## What you have to do
In the listing that follows, copy out each line that includes the word "Paseo".

## Data to examine
⁂

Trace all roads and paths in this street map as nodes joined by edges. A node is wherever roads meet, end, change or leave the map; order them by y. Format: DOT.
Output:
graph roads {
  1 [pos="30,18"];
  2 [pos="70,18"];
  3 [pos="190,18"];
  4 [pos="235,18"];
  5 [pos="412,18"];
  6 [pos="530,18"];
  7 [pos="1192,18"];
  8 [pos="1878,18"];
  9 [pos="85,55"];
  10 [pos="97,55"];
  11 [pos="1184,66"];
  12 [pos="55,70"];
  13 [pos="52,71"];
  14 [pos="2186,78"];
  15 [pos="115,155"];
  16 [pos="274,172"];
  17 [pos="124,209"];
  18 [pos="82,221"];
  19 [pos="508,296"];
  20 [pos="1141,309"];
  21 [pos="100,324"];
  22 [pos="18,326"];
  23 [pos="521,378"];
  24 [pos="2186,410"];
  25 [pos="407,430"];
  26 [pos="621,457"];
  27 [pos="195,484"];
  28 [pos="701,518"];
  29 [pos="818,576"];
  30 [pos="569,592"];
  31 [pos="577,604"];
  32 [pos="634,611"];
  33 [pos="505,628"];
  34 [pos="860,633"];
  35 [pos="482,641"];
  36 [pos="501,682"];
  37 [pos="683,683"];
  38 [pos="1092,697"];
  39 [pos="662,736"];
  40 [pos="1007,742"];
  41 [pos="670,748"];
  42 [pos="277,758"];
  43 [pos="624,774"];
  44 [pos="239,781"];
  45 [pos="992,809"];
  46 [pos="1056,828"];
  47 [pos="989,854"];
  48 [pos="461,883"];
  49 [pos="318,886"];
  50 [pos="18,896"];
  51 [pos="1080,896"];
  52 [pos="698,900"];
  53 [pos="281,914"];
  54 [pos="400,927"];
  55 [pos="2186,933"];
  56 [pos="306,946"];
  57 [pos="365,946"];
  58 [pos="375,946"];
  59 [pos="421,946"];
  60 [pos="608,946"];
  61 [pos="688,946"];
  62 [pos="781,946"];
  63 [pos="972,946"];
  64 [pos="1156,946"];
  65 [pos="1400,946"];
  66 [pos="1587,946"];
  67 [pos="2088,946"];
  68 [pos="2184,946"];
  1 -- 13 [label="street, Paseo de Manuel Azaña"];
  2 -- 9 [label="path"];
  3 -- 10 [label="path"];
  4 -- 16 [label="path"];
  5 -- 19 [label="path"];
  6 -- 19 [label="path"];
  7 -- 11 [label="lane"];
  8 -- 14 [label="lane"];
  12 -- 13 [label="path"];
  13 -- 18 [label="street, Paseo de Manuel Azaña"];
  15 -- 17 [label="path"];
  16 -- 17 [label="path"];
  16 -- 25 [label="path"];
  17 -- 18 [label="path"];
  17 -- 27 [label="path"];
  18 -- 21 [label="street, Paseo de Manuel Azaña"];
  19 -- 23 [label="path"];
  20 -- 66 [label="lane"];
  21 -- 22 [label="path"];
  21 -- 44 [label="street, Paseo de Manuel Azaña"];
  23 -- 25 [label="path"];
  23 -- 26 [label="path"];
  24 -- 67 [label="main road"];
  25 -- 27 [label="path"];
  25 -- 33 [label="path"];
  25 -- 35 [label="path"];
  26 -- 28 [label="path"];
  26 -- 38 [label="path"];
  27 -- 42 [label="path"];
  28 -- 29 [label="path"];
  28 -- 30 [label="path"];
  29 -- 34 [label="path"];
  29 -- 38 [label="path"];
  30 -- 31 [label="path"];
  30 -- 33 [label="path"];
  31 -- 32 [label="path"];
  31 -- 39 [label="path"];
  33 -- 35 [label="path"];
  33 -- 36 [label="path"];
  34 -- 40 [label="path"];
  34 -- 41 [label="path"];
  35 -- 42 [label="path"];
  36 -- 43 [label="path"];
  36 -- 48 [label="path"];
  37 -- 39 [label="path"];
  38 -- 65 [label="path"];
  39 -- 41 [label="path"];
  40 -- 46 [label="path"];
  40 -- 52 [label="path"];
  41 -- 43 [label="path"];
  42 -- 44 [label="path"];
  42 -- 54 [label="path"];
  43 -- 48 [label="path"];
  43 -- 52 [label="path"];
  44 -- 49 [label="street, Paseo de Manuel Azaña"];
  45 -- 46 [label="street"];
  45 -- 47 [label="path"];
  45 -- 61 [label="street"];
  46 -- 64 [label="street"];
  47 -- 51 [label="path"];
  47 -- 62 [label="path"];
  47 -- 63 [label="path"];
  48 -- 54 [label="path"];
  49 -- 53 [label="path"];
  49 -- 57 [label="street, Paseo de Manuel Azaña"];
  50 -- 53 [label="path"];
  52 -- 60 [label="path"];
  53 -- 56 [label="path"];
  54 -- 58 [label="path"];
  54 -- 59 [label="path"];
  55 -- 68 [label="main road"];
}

⁂

## Task output
  1 -- 13 [label="street, Paseo de Manuel Azaña"];
  13 -- 18 [label="street, Paseo de Manuel Azaña"];
  18 -- 21 [label="street, Paseo de Manuel Azaña"];
  21 -- 44 [label="street, Paseo de Manuel Azaña"];
  44 -- 49 [label="street, Paseo de Manuel Azaña"];
  49 -- 57 [label="street, Paseo de Manuel Azaña"];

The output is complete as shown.